■ **What needs to be done**
Return, exactly as written, the lines of the material from its top through the line with "thumb mcp: (592, 628)", keeping pictures out.

■ **Study material**
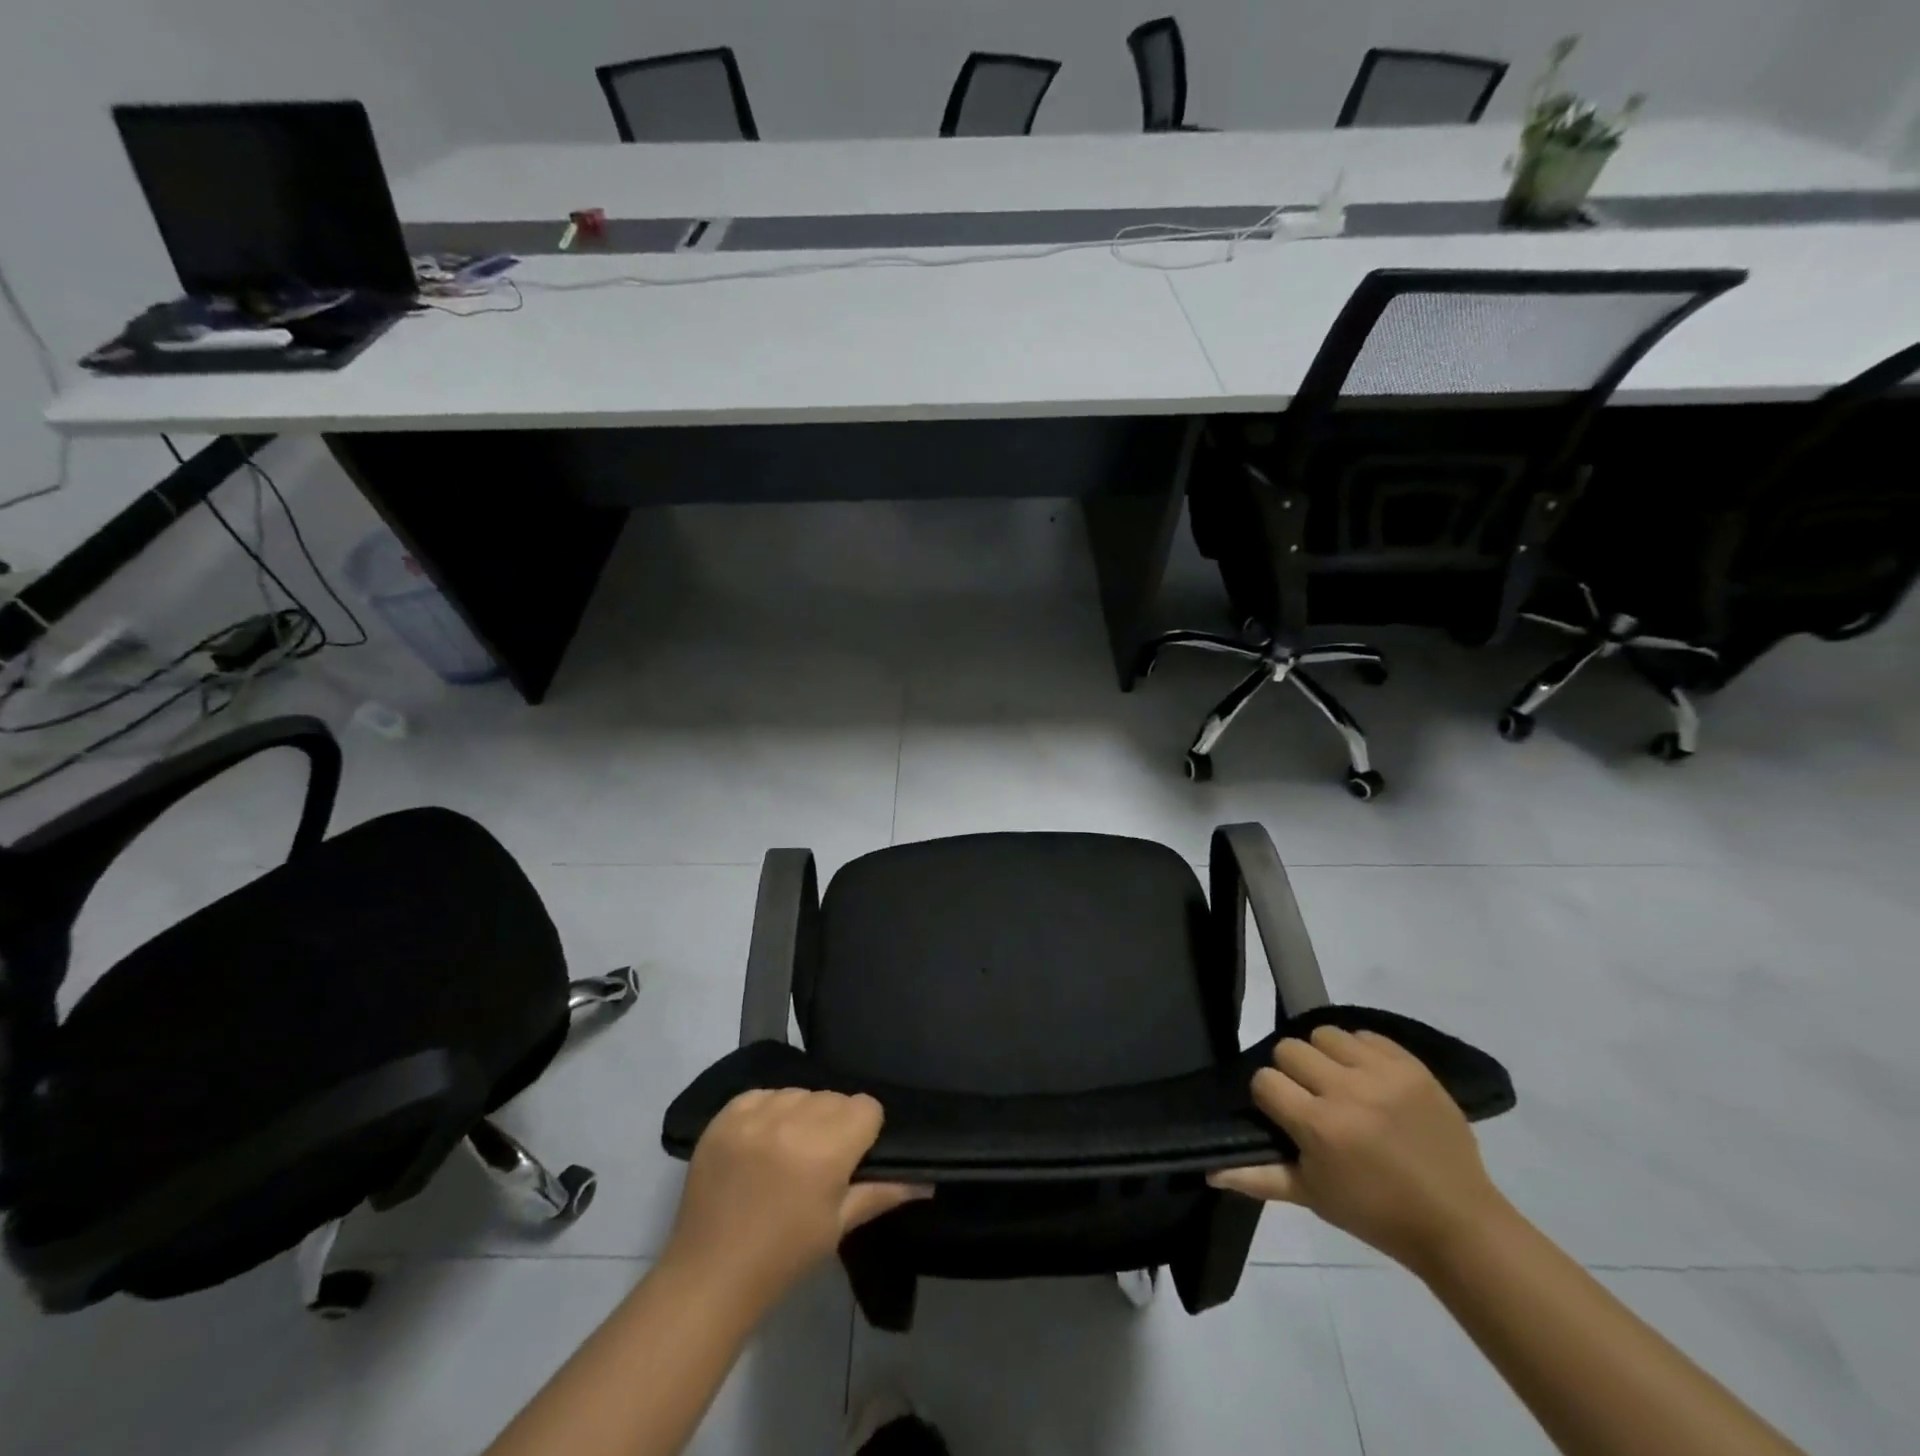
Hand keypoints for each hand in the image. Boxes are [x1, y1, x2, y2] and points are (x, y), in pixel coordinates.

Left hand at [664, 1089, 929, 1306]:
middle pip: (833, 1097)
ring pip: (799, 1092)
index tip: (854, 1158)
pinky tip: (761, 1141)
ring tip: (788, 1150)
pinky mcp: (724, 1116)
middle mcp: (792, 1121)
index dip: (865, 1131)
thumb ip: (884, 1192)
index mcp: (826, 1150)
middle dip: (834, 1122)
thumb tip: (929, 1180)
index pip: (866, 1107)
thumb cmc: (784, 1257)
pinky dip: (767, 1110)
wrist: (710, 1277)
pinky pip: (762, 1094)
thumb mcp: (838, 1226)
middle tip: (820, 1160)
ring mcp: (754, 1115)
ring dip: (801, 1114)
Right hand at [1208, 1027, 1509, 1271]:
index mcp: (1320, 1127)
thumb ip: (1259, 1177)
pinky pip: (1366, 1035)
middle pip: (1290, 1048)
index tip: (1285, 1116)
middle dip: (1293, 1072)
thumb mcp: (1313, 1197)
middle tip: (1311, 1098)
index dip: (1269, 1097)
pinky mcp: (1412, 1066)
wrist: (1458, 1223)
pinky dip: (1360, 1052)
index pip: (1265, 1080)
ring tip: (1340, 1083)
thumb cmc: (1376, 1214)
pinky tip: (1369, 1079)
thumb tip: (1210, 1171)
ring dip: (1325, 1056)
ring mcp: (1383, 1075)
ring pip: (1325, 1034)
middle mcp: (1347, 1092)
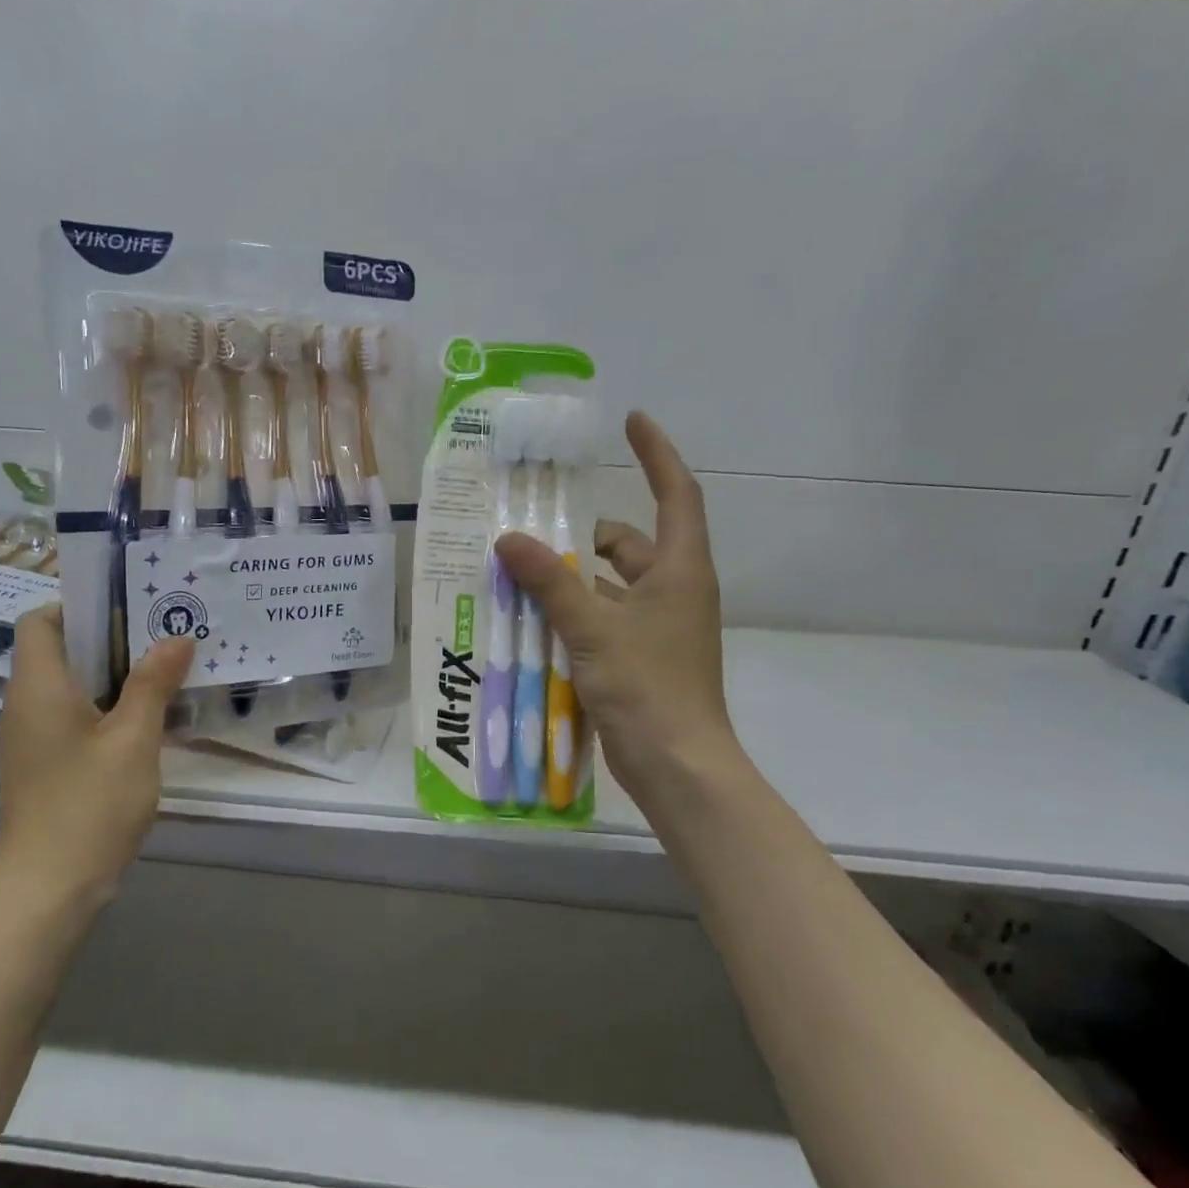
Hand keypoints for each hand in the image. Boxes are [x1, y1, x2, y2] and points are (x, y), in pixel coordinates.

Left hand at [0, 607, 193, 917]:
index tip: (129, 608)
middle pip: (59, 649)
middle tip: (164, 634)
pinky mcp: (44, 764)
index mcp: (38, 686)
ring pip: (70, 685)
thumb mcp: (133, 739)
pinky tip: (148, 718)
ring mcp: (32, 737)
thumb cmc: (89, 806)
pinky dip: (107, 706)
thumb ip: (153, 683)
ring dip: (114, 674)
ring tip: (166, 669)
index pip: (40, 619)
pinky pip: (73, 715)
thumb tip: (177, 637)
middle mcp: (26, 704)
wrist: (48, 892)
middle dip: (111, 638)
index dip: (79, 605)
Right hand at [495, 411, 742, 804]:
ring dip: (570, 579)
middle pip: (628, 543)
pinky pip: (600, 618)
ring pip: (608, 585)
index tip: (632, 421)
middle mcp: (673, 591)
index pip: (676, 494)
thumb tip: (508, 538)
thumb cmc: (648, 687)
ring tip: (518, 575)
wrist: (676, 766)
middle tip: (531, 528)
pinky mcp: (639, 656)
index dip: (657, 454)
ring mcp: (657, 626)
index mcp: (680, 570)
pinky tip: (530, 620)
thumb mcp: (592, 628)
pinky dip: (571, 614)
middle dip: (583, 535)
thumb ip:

■ **Task answer**
Hand keypoints for each hand in the image. Boxes are [x1, y1, x2, y2] and points are (x, y), in pixel coordinates.

Left hand at [664, 1089, 929, 1306]:
middle pip: (833, 1097)
ring pip: (799, 1092)
index tip: (854, 1158)
pinky tip: (761, 1141)
ring tip: (788, 1150)
pinky mcp: (724, 1116)
middle mcp: (792, 1121)
index dip: (865, 1131)
thumb ip: (884, 1192)
index mcp: (826, 1150)
middle dip: (834, 1122)
thumb tip: (929, 1180)
index pip: (866, 1107)
thumb cmc: (784, 1257)
pinky dip: (767, 1110)
wrist: (710, 1277)
pinky pip: (762, 1094)
thumb mcp: (838, 1226)
middle tip: (820, 1160)
ring mcp: (754, 1115)
ring dip: (801, 1114)
Right hand at [1208, 1027, 1509, 1271]:
index mcp: (1320, 1127)
thumb ip: (1259, 1177)
pinky pip: (1366, 1035)
middle pip: (1290, 1048)
index tip: (1285, 1116)
middle dip: (1293, 1072)
thumb mcp: (1313, 1197)
middle tip: (1311, 1098)
index dip: (1269, 1097)
pinky mcp: (1412, 1066)
wrist: (1458, 1223)
pinky dip: (1360, 1052)
index pip: (1265, 1080)
ring tip: (1340, 1083)
thumb cmc: (1376, 1214)
pinky tip: (1369, 1079)
thumb tip: (1210, 1171)
ring dip: (1325, 1056)
ring mcp: (1383, 1075)
ring pip: (1325, 1034)
middle mcp: (1347, 1092)
Hand keypoints for each hand in the image. Boxes are [x1, y1, x2, y2] and points are (x, y), in pixel coordinates.

Left hand at [0, 607, 193, 917]:
index tip: (129, 608)
middle pip: (59, 649)
middle tip: (164, 634)
pinky mcp: (44, 764)
index mcp: (38, 686)
ring pip: (70, 685)
thumb mcp: (133, 739)
pinky tip: (148, 718)
ring mcp: (32, 737)
thumb cmc: (89, 806)
pinky dip: (107, 706)
thumb ip: (153, 683)
ring dip: (114, 674)
ring tip: (166, 669)
index pip: (40, 619)
pinky pip: (73, 715)
thumb tip: (177, 637)
middle mcp: (26, 704)
wrist: (48, 892)
middle dip: (111, 638)
index dip: (79, 605)
Right hand at [495, 411, 742, 804]:
ring dip: (570, 579)
middle pip: (628, 543)
pinky pip: (600, 618)
ring pip: (608, 585)
index tip: (632, 421)
middle mcp: (673, 591)
index pip: (676, 494)
thumb tip: (508, 538)
thumb cmc: (648, 687)
ring tip: (518, 575)
wrist: (676, 766)
middle tip: (531, 528)
pinky mcp: (639, 656)
index dip: (657, 454)
ring mcp: (657, 626)
index mcp: (680, 570)
pinky tip: (530, 620)
thumb mcp: (592, 628)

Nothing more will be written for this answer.